La policía no fue la única que se mostró indiferente anteayer. Antes de colgarlos del puente, la turba arrastró los cadáveres durante casi un kilómetro, a través del mercado. Nadie hizo nada por impedirlo. ¿Miedo o complicidad? Difícil de averiguar en esta sociedad que se refiere a los autores de la matanza como “mujaidines”, los que hacen la Guerra Santa. Hasta los clérigos se niegan a hablar. Según algunos vecinos, varios imanes trataron de impedir el miércoles que los jóvenes siguieran ultrajando los cuerpos sin vida de los cuatro estadounidenses, pero cuando se dirigieron a ellos apelando al Islam, les apuntaron con sus fusiles. El jeque de la mezquita, Hamud al Mahmud, rechaza hablar con extraños. “Sólo respondo sobre asuntos religiosos”, argumenta. “¿Justifica el Islam lo ocurrido ayer (por el miércoles)?.” La pregunta se queda colgada en el aire.

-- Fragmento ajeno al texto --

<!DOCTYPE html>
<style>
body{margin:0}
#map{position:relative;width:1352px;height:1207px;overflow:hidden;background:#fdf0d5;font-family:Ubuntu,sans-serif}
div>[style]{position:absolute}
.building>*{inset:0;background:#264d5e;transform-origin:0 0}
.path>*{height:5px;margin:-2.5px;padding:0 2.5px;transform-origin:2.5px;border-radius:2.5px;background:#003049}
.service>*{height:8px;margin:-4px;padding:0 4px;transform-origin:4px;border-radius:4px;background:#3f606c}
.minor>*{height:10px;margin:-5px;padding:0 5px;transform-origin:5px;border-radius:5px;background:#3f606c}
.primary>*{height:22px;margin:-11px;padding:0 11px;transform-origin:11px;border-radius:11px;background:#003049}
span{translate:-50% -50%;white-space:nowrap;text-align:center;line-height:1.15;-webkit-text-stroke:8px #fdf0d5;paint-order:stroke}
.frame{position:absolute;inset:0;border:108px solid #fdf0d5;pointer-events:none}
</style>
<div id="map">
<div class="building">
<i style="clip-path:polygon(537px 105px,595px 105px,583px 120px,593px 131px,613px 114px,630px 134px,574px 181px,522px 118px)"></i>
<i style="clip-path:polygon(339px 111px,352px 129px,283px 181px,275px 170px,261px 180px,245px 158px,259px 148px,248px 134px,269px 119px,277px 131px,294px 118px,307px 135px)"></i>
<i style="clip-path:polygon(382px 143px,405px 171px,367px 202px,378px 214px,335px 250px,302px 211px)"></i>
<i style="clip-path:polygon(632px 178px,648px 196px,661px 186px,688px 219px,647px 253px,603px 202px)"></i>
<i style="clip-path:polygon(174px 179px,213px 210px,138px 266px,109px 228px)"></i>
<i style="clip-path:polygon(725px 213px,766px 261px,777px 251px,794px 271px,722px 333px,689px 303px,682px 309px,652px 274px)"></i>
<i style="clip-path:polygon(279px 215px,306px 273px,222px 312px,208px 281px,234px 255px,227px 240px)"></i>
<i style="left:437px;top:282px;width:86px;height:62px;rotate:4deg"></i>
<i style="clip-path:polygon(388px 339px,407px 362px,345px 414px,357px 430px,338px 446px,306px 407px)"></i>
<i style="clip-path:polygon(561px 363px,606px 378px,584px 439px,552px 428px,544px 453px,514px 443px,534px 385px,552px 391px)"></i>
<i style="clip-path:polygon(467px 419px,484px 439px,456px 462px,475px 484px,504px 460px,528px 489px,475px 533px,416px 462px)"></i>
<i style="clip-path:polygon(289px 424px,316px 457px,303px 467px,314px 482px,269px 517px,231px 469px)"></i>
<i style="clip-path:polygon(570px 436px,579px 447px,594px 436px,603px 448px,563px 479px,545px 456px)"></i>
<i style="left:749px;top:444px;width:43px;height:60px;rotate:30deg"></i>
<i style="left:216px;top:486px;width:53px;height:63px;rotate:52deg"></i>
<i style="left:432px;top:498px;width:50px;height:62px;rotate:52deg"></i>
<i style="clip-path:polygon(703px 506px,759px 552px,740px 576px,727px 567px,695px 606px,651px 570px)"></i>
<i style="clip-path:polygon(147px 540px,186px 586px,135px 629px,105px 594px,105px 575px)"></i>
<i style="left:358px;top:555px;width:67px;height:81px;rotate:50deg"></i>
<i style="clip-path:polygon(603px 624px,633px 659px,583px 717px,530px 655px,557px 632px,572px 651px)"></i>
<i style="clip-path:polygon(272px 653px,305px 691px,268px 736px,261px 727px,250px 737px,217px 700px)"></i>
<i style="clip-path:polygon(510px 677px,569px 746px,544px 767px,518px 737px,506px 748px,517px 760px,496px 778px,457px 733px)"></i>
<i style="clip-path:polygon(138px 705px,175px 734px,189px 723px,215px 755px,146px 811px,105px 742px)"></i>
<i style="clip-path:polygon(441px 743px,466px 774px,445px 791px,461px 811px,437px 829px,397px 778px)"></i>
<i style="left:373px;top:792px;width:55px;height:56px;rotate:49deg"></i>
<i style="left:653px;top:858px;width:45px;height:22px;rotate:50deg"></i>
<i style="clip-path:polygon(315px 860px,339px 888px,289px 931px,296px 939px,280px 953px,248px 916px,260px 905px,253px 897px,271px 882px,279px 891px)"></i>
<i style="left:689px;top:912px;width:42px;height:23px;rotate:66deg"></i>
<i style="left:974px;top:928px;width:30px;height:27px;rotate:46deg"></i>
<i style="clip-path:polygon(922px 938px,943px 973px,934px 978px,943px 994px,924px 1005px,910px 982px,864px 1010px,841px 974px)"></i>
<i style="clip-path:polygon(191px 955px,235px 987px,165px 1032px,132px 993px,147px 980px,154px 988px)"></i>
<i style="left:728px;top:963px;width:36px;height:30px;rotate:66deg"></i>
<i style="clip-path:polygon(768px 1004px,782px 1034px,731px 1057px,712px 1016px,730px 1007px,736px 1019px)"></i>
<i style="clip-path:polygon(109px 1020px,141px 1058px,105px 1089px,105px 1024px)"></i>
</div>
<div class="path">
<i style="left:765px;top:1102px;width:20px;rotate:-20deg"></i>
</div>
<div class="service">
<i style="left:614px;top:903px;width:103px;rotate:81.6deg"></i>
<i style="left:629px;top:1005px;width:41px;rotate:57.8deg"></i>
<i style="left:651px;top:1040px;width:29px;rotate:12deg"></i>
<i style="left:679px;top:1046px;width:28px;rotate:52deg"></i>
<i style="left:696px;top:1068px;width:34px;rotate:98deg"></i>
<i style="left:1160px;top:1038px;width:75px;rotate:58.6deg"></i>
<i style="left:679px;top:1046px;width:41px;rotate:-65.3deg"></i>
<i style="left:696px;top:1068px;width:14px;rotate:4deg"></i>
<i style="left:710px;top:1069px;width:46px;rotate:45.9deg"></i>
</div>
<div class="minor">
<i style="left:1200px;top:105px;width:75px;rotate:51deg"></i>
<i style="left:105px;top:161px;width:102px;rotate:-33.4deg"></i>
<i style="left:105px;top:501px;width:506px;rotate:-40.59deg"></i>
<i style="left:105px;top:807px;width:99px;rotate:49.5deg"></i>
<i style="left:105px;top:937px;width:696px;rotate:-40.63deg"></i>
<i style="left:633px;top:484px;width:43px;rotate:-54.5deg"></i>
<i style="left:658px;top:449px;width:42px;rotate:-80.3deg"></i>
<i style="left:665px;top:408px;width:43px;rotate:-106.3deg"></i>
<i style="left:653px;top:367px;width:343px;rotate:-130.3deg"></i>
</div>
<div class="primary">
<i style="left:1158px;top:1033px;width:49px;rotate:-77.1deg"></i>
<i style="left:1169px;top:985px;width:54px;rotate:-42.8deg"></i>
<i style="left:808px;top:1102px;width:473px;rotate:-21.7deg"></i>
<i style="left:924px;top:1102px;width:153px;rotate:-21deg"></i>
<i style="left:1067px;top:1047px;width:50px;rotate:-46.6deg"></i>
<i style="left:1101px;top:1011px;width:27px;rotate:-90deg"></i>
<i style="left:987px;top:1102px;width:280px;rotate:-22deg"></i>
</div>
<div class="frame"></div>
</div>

Es innecesaria. Todos saben que no. En Bagdad, como en el resto de Irak, la mayoría se ha echado las manos a la cabeza ante lo sucedido. Mientras los comentaristas estadounidenses recuerdan Somalía en 1993, los iraquíes con memoria piensan en la suerte que corrió Nuri Said, primer ministro del rey Faisal durante la revolución del 14 de julio de 1958 que abolió la monarquía. Como si la muerte no fuera castigo suficiente, las masas lo desenterraron y arrastraron su cadáver por las calles de Bagdad. “Nunca ha tenido tumba, ni nosotros paz”, concluye un iraquí espantado con el incidente de Faluja. A la entrada de la ciudad, una pintada reciente desea “¡Larga vida a los mujaidines!”. Y, como para enredar aún más las cosas, también ayer aparecieron en Faluja volantes de un grupo previamente desconocido llamado Brigadas del Mártir Ahmed Yassin –muerto por Israel esta semana– asumiendo la autoría por las muertes del jueves y calificándolas como “un regalo del pueblo iraquí al pueblo palestino”.

* De El País de Madrid. Especial para Página/12.